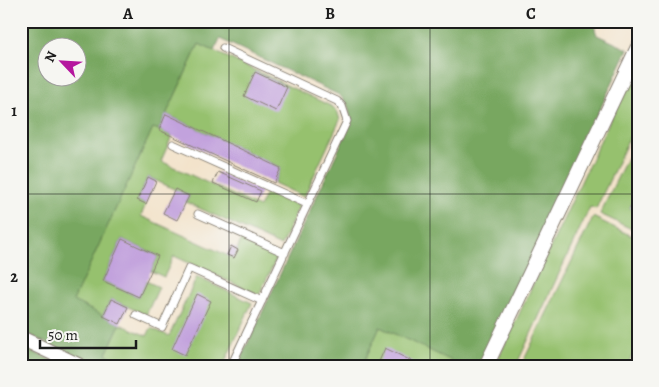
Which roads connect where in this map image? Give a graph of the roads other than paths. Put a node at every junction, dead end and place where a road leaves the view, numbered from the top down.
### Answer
1 (222, 48) dead end
2 (638, 48) edge
3 (173, 144) dead end
4 (307, 204) junction
5 (198, 214) dead end
6 (285, 253) junction
7 (262, 301) junction
8 (136, 315) dead end
9 (21, 338) edge
10 (80, 366) edge
11 (231, 366) edge
12 (486, 366) edge

1 - 4 lane
2 - 12 street
3 - 4 lane
4 - 6 lane
5 - 6 lane
6 - 7 lane
7 - 8 lane
7 - 11 lane
9 - 10 street

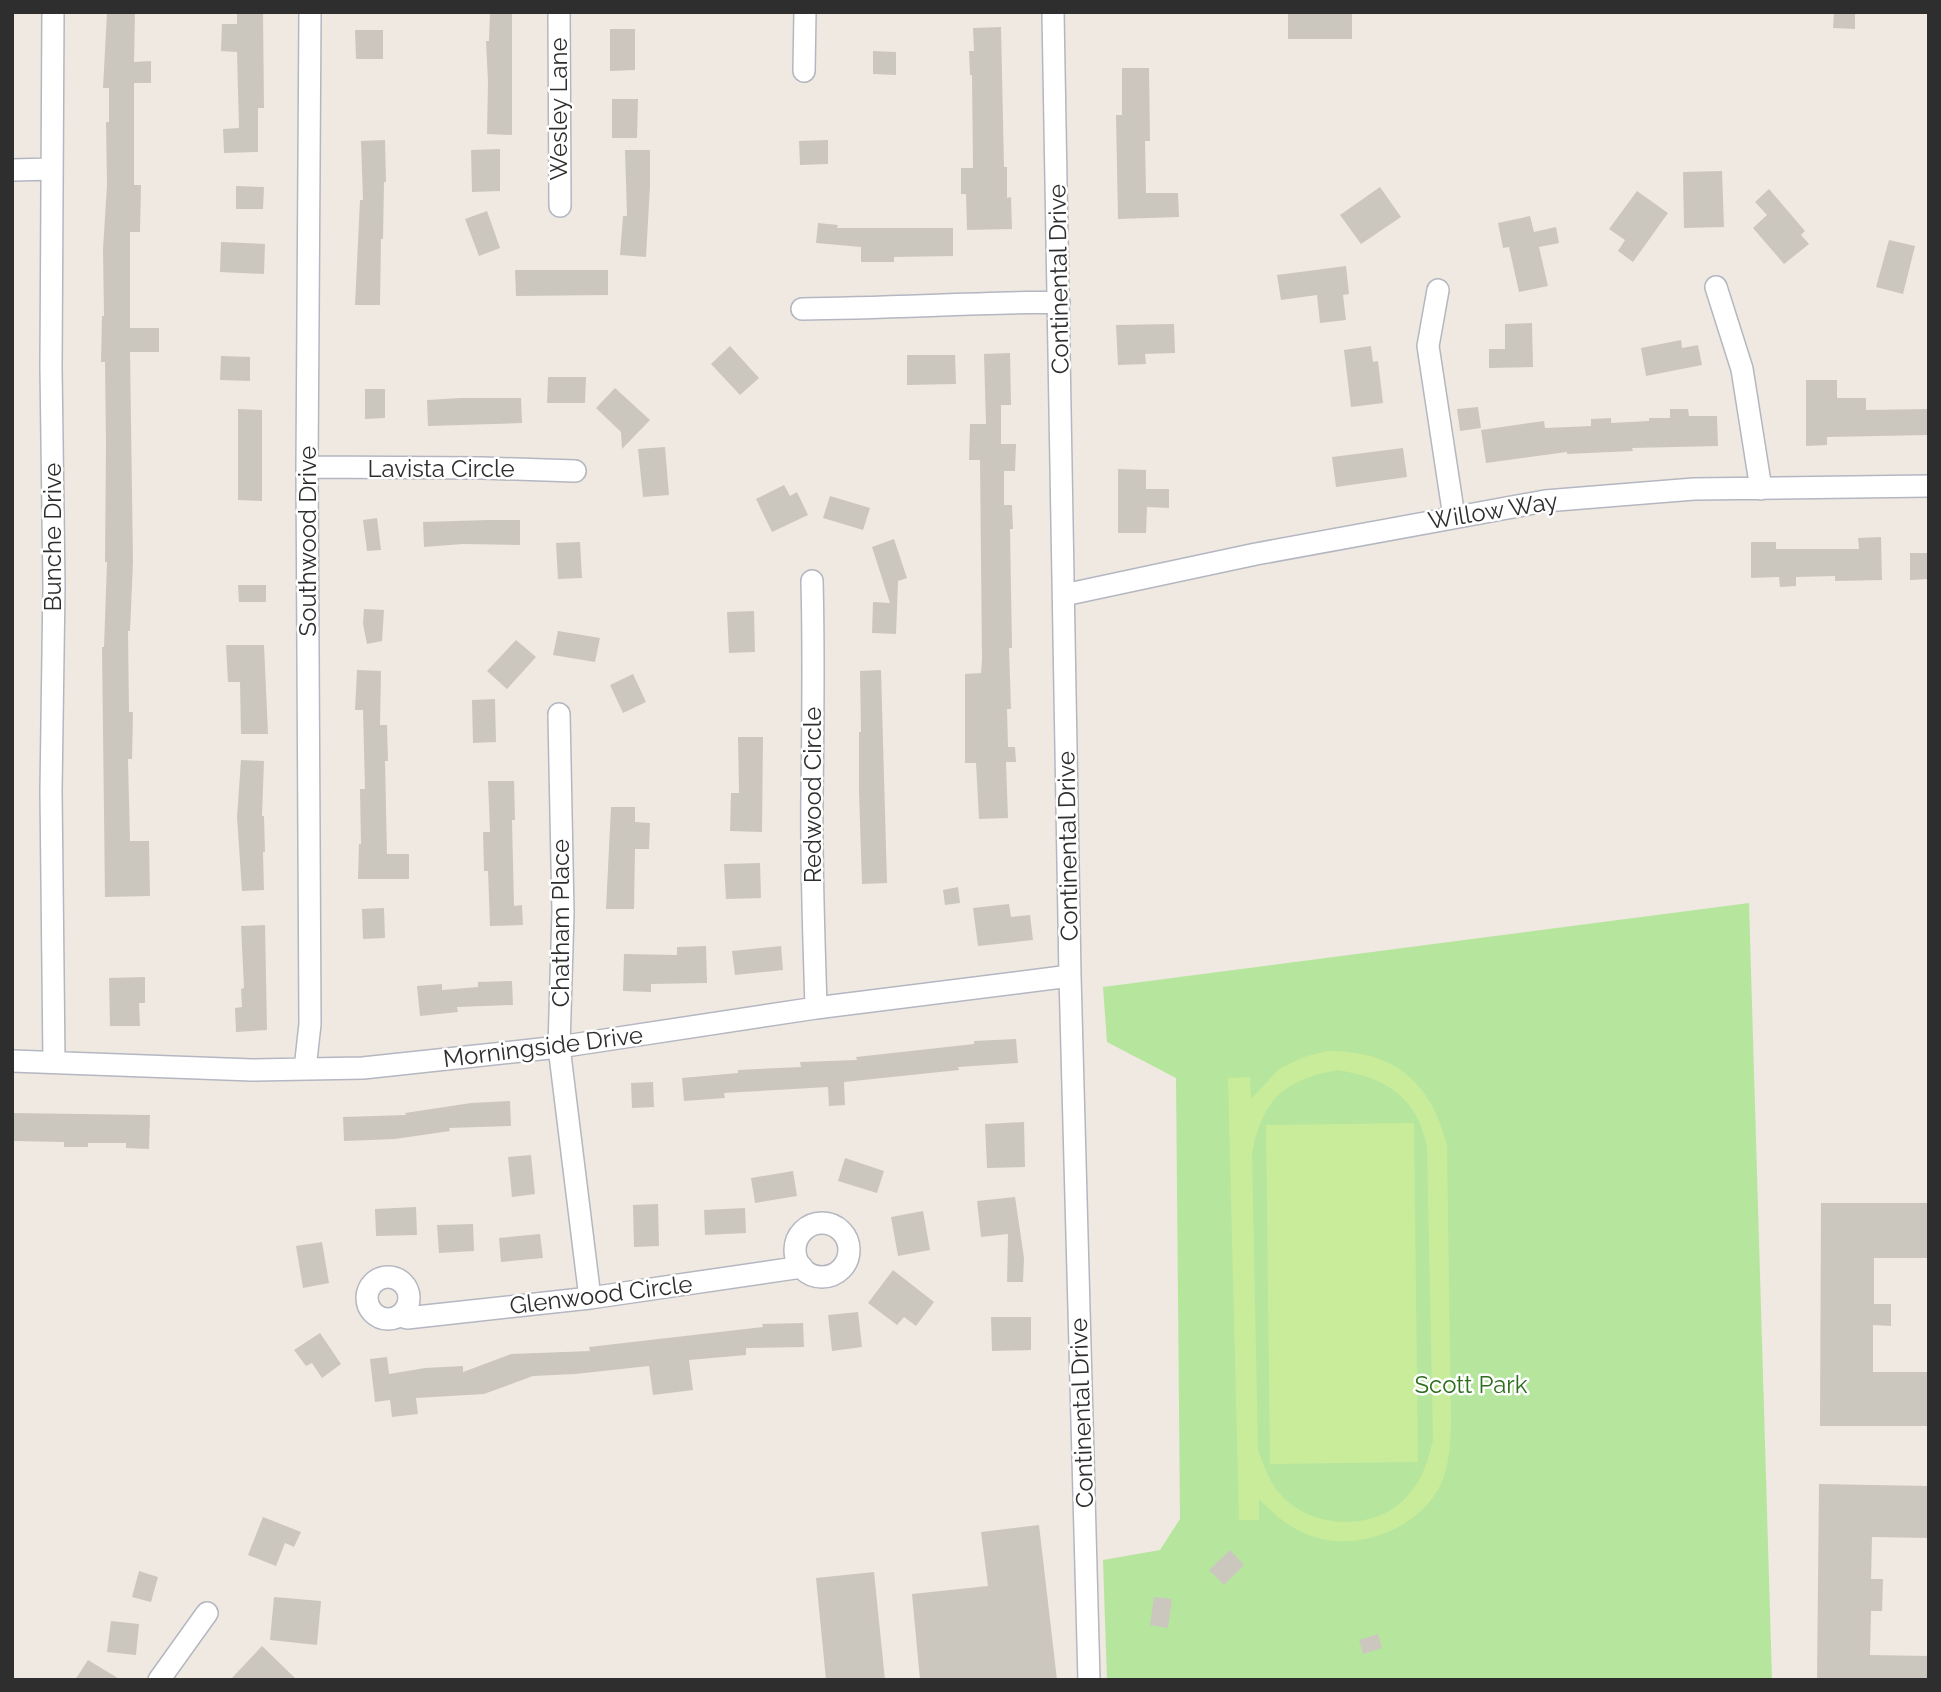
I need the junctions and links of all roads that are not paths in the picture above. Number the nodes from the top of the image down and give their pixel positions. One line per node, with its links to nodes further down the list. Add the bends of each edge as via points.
1 (53, 12): 7 (street, Bunche Drive)
2 (310, 12): 14 (street, Southwood Drive)
3 (559, 12): 9 (street, Wesley Lane)
4 (805, 12): 6 (street)
5 (1053, 12): 12 (street, Continental Drive)
6 (804, 71)
7 (51, 169): 8 (street); 26 (street, Bunche Drive)
8 (12, 170)
9 (560, 206)
10 (1716, 286): 17 (street, via 1742,369)
11 (1438, 290): 18 (street, via 1428,346)
12 (1059, 302): 13 (street); 20 (street, Continental Drive)
13 (802, 309)
14 (307, 467): 15 (street, Lavista Circle); 27 (street, Southwood Drive, via 310,1024)
15 (575, 471)
16 (1929, 486): 17 (street, Willow Way)
17 (1761, 489): 18 (street, Willow Way, via 1640,492 1545,501)
18 (1454, 517): 20 (street, Willow Way)
19 (812, 582): 23 (street, Redwood Circle)
20 (1064, 595): 22 (street, Continental Drive)
21 (559, 714): 24 (street, Chatham Place, via 563,912)
22 (1070, 976): 23 (street, Morningside Drive); 33 (street, Continental Drive)
23 (816, 1008): 24 (street, Morningside Drive)
24 (559, 1047): 27 (street, Morningside Drive, via 363,1068); 29 (street, Chatham Place)
25 (12, 1061): 26 (street, Morningside Drive)
26 (54, 1061): 27 (street, Morningside Drive)
27 (305, 1069)
28 (802, 1267): 29 (street, Glenwood Circle)
29 (590, 1298): 30 (street, Glenwood Circle)
30 (400, 1316)
31 (207, 1613): 32 (street)
32 (159, 1680)
33 (1089, 1680)

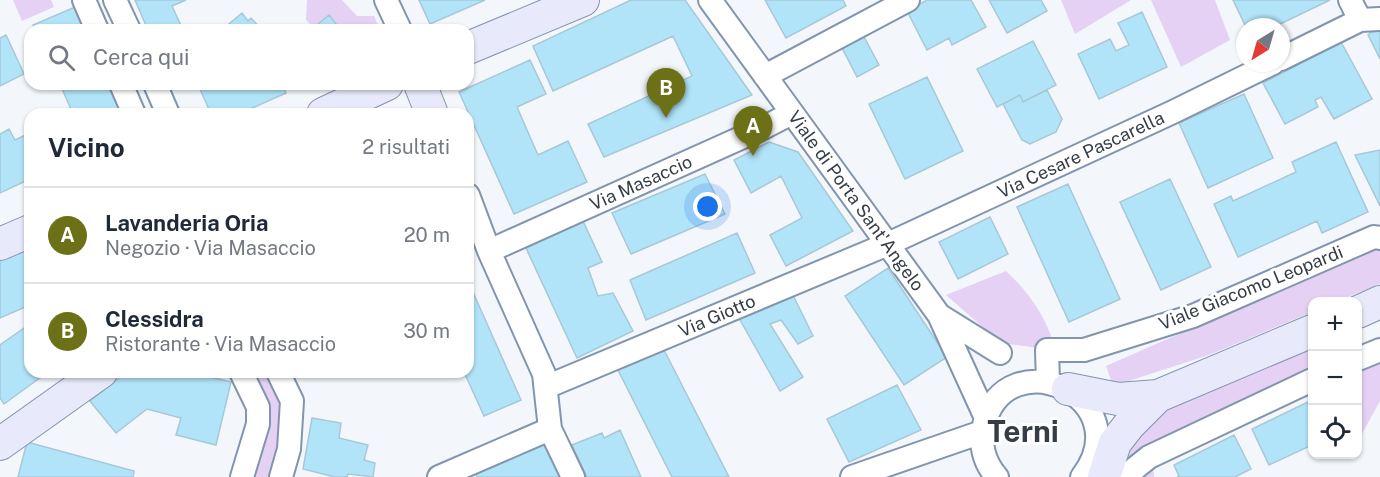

Required action: With the pictures removed, repeat the listing above exactly as it stands.

Result of this task:
Which roads connect where in this map image? Give a graph of the roads other than paths. Put a node at every junction, dead end and place where a road leaves the view, numbered from the top down.
### Answer
1 (222, 48) dead end
2 (638, 48) edge
3 (173, 144) dead end
4 (307, 204) junction
5 (198, 214) dead end
6 (285, 253) junction
7 (262, 301) junction
8 (136, 315) dead end
9 (21, 338) edge
10 (80, 366) edge
11 (231, 366) edge
12 (486, 366) edge

1 - 4 lane
2 - 12 street
3 - 4 lane
4 - 6 lane
5 - 6 lane
6 - 7 lane
7 - 8 lane
7 - 11 lane
9 - 10 street

I need the junctions and links of all roads that are not paths in the picture above. Number the nodes from the top of the image down and give their pixel positions. One line per node, with its links to nodes further down the list. Add the bends of each edge as via points.
1 (53, 12): 7 (street, Bunche Drive)
2 (310, 12): 14 (street, Southwood Drive)
3 (559, 12): 9 (street, Wesley Lane)
4 (805, 12): 6 (street)
5 (1053, 12): 12 (street, Continental Drive)
6 (804, 71)
7 (51, 169): 8 (street); 26 (street, Bunche Drive)
8 (12, 170)
9 (560, 206)
10 (1716, 286): 17 (street, via 1742,369)
11 (1438, 290): 18 (street, via 1428,346)
12 (1059, 302): 13 (street); 20 (street, Continental Drive)
13 (802, 309)
14 (307, 467): 15 (street, Lavista Circle); 27 (street, Southwood Drive, via 310,1024)
15 (575, 471)
16 (1929, 486): 17 (street, Willow Way)
17 (1761, 489): 18 (street, Willow Way, via 1640,492 1545,501)
18 (1454, 517): 20 (street, Willow Way)
19 (812, 582): 23 (street, Redwood Circle)
20 (1064, 595): 22 (street, Continental Drive)
21 (559, 714): 24 (street, Chatham Place, via 563,912)
22 (1070, 976): 23 (street, Morningside Drive); 33 (street, Continental Drive)
23 (816, 1008): 24 (street, Morningside Drive)
24 (559, 1047): 27 (street, Morningside Drive, via 363,1068); 29 (street, Chatham Place)
25 (12, 1061): 26 (street, Morningside Drive)
26 (54, 1061): 27 (street, Morningside Drive)
27 (305, 1069)
28 (802, 1267): 29 (street, Glenwood Circle)
29 (590, 1298): 30 (street, Glenwood Circle)
30 (400, 1316)
31 (207, 1613): 32 (street)
32 (159, 1680)
33 (1089, 1680)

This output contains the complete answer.